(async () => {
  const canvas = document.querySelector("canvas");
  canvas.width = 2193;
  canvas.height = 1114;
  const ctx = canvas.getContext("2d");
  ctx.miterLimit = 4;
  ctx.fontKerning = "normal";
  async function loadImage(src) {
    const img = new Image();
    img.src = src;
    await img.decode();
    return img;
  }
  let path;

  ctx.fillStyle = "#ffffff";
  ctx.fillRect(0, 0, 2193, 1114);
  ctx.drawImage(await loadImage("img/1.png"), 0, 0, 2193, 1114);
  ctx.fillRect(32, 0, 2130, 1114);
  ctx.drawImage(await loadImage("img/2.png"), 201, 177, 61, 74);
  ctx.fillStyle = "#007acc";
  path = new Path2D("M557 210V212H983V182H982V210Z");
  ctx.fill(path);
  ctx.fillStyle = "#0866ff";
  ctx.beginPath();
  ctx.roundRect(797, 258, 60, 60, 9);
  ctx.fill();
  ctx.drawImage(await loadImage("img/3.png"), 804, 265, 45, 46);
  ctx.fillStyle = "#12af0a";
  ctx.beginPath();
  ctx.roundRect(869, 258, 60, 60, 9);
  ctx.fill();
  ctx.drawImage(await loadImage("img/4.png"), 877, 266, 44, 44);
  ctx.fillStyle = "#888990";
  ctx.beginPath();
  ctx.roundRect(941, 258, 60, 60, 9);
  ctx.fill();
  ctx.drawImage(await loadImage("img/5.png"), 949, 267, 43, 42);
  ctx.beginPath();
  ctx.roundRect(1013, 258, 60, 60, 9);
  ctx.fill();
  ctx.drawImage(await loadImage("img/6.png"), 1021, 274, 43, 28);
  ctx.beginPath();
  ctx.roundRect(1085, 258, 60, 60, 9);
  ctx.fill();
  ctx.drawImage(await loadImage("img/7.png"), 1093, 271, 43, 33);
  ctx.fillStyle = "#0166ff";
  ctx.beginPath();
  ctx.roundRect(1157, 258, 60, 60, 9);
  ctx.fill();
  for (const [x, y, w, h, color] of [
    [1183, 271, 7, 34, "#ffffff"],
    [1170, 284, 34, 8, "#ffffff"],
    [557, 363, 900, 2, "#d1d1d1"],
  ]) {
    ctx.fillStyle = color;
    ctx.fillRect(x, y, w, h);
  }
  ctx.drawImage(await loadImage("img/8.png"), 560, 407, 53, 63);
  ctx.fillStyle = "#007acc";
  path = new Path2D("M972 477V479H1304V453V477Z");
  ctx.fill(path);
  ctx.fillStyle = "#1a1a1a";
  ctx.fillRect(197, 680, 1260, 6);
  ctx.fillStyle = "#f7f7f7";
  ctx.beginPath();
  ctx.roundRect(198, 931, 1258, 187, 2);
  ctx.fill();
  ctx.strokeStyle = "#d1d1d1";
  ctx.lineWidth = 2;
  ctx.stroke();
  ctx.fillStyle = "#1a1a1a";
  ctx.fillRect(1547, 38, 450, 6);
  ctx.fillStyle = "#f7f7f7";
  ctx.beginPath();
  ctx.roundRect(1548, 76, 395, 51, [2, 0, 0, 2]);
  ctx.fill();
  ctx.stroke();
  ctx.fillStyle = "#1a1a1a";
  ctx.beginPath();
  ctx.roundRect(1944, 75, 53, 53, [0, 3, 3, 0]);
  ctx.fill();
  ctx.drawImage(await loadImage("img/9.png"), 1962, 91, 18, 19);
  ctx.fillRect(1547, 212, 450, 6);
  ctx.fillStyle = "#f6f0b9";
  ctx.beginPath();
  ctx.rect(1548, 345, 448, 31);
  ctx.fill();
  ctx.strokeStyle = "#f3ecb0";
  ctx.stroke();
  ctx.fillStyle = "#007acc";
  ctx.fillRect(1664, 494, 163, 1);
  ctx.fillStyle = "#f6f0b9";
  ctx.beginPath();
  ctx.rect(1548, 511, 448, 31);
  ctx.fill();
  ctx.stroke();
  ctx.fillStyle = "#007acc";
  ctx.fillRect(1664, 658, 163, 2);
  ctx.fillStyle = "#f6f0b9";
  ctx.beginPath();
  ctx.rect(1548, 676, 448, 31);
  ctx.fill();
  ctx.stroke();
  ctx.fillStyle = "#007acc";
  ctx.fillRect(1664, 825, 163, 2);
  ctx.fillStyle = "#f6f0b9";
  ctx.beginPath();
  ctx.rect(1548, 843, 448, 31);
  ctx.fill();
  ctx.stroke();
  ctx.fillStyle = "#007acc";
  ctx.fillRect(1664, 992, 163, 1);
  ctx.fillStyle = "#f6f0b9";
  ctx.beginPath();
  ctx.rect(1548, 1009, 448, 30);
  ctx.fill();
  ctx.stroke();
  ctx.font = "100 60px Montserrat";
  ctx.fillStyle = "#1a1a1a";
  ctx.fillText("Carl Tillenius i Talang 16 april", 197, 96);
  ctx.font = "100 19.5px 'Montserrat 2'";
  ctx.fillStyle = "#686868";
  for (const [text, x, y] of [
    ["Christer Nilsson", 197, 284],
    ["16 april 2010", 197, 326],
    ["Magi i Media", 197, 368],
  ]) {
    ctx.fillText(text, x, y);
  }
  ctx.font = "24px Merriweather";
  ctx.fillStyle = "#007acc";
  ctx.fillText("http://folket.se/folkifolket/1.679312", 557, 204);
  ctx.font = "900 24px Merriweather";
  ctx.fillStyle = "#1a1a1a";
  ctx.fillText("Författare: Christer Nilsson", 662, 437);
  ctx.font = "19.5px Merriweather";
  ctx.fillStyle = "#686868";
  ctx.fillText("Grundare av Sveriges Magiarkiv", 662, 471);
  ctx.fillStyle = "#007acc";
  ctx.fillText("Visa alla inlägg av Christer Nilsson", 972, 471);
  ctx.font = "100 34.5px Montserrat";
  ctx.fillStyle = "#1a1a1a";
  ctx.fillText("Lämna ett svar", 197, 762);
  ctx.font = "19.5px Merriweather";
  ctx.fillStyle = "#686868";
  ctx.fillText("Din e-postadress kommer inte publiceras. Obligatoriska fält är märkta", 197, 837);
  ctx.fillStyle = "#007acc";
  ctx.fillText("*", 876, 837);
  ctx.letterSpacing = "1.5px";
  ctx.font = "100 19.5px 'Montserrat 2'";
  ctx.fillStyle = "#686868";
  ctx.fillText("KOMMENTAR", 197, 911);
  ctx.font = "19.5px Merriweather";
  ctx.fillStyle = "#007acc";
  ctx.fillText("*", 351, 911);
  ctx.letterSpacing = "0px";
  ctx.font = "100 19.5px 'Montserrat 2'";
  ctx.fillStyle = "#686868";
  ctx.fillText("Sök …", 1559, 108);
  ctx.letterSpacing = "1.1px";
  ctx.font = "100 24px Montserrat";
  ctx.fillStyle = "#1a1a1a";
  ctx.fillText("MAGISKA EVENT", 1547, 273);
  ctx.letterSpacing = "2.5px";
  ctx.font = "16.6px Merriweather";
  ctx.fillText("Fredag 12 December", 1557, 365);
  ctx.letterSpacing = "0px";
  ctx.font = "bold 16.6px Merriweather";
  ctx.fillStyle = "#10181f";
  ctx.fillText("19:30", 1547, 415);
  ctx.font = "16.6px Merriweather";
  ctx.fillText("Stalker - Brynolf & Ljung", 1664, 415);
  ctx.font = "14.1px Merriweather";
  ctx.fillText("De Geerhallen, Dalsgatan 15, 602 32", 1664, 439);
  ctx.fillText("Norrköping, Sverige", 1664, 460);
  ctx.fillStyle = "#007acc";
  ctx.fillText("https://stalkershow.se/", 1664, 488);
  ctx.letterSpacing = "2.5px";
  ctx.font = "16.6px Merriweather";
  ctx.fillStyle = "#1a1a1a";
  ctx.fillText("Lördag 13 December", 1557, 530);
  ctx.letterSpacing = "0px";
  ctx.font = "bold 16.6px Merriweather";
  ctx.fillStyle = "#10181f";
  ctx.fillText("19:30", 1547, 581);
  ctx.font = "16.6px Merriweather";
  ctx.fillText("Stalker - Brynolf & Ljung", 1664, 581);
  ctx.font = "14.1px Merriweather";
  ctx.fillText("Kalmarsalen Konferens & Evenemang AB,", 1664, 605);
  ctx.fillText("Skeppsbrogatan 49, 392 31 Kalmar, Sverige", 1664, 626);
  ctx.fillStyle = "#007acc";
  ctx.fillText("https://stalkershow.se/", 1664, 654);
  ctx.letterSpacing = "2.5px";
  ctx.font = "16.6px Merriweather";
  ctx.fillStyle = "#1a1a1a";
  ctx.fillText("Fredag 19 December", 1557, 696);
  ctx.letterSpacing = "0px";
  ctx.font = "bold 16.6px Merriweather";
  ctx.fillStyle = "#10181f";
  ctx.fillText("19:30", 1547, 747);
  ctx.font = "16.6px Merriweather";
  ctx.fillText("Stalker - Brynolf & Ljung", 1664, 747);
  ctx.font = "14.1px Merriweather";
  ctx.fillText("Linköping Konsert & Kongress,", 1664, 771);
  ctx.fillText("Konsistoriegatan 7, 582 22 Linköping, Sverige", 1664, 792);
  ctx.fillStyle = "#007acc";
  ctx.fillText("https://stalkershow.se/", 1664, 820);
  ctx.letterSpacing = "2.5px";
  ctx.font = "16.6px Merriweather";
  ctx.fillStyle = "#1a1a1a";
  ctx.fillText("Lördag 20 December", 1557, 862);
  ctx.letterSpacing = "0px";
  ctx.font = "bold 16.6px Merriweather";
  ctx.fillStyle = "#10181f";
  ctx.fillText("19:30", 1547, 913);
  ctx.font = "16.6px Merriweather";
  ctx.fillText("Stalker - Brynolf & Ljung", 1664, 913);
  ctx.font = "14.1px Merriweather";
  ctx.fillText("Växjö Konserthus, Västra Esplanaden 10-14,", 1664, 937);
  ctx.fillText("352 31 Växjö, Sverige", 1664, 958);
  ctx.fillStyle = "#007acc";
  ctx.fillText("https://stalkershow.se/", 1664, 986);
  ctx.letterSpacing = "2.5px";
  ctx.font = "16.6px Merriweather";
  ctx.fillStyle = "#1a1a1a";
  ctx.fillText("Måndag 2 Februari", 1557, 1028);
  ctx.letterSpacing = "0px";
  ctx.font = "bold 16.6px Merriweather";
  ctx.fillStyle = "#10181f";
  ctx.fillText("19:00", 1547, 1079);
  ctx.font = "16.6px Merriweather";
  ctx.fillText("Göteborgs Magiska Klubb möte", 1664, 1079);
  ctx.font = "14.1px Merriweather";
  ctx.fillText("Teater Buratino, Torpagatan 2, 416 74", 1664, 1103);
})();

__WHAT THE TASK ASKS__: With the line that has "canvas.height = 1114;" as the first and the line that has "ctx.fillRect(0, 0, 2193, 1114);" as the last, repeat exactly that run of lines above and no more.

__RESULT__:
  canvas.height = 1114;
  const ctx = canvas.getContext("2d");
  ctx.miterLimit = 4;
  ctx.fontKerning = "normal";
  async function loadImage(src) {
    const img = new Image();
    img.src = src;
    await img.decode();
    return img;
  }
  let path;

  ctx.fillStyle = "#ffffff";
  ctx.fillRect(0, 0, 2193, 1114);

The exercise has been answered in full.